Re: UTF-8 syntax

From: Peter_Constable@sil.org
Date: Thu Jun 07 2001 - 03:32:45 EDT


[ copying to unicoRe as I think there are concerns relevant regarding poor
handling of the definitions in TUS, and more importantly some problems with
the definitions ]

On 06/07/2001 12:34:49 AM DougEwell2 wrote:

>But definition D29 says that a UTF must round-trip these invalid code
points,
>so we have no choice but to interpret them as <D800 DC00>. That is why
>UTF-8s is ambiguous. The sequence <ED A0 80 ED B0 80> could be mapped as
>either <D800 DC00>, because D29 says you have to allow for that, or as
><10000>, because that is the real intent.

Well, I don't find round-trip implied in D29, but it does say that the
mapping from the CCS to 8-bit code sequences is unique:

<quote>
D29 A [Unicode encoding form] transforms each Unicode scalar value into a
unique sequence of code values.
</quote>

 Thus, U+10000 can be encoded in *only one way* in UTF-8 (or in UTF-8s or
any other encoding form). D29 states that ambiguity is not allowed.

Also D36 indicates that codepoints are encoded into code units as specified
in Table 3.1:

<quote>
D36 UTF-8 is the [encoding form] that serializes a Unicode scalar value as
a sequence of one to four bytes, as specified in Table 3.1.
</quote>

That table clearly requires that U+10000 be encoded as <F0 90 80 80> (and
D29 tells us that can be the *only* way - not to mention that D36 clearly
limits to 4-byte sequences). Also, since there is no limitation placed upon
the range of code points for which this is defined, and since D800 is not
excluded from the codespace, then U+D800 must be encoded as <ED A0 80>. And
so, <ED A0 80> must be interpreted as U+D800. Similarly in the case of
DC00. But the crucial point in this is that ***this is talking about the
codepoint U+D800 in the Unicode coded character set*** and NOT about a
UTF-16 code unit. Ditto for DC00. Thus, the definitions as they pertain to
UTF-8 simply ***do NOT make ANY allowance for <ED A0 80 ED B0 80> to be
interpreted as U+10000. It is pure *fantasy* that some have tried to
conventionalise. (Cf comments on UTF-8s below.)

>Note that UTF-8 is not ambiguous in this regard, unless you permit these
>so-called "lenient" processors, which I thought were made non-conformant
by
>the Corrigendum.

The *definitions* before the Corrigendum were ambiguous as to whether the
unique representation of e.g. U+0020 was supposed to be <20> or <C0 A0>
etc.

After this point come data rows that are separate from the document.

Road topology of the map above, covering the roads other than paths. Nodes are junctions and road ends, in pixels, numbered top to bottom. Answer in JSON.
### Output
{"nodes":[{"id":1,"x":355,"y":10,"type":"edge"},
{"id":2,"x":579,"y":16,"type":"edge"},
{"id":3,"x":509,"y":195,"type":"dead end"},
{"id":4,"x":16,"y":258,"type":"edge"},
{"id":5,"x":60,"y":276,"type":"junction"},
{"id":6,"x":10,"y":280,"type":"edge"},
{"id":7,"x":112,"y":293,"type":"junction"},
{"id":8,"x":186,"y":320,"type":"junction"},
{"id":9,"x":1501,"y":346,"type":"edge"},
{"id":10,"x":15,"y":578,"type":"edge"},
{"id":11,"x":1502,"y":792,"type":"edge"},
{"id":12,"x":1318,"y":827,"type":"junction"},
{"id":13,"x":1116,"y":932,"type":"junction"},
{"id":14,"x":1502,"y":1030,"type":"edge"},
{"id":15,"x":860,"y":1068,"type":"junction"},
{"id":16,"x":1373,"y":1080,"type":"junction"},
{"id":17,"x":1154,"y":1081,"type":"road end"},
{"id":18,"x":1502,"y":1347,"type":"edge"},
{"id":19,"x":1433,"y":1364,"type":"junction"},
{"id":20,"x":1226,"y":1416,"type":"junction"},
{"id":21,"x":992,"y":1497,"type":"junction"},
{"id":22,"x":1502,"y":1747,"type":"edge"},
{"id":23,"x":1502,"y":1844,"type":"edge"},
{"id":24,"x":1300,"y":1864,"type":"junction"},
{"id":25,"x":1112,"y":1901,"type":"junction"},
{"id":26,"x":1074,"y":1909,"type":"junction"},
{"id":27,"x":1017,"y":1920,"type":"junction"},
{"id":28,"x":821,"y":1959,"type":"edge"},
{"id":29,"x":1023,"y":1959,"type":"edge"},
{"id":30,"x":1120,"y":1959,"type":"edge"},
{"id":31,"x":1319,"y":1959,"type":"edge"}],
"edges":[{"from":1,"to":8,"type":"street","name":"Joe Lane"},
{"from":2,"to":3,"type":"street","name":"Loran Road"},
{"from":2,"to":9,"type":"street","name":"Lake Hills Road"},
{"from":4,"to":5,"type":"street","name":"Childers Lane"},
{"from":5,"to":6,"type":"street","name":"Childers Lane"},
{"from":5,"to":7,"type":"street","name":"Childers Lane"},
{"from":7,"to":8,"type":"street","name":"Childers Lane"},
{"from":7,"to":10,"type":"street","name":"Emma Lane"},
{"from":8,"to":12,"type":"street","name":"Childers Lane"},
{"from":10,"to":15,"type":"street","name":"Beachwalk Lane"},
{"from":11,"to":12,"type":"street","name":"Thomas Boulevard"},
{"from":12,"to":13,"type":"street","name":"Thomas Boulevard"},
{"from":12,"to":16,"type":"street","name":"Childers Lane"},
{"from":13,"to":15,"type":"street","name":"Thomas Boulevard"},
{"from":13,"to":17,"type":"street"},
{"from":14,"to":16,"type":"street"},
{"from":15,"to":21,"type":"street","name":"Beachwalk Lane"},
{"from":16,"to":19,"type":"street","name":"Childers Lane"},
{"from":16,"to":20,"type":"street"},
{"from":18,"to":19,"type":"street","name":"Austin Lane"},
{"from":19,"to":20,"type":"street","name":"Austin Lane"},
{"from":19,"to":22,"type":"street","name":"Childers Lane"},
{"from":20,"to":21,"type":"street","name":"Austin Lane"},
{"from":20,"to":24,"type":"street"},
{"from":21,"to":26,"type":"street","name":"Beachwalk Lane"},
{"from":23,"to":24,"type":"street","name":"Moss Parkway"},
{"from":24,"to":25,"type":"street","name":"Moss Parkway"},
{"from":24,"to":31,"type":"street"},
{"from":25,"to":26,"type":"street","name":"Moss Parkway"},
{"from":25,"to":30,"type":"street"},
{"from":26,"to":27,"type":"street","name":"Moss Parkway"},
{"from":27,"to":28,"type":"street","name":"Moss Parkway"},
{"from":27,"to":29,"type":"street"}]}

The prose note that followed stated "the shortest form that can
represent those values shall be used", but that wasn't clearly in the
definition proper. The corrigendum left no doubt.

However, the definitions before the Corrigendum were ***not in any way***
ambigous with regard to supplementary plane characters. The ***only***
sanctioned representation by those definitions was using 4 bytes. The
Corrigendum did not change that one iota.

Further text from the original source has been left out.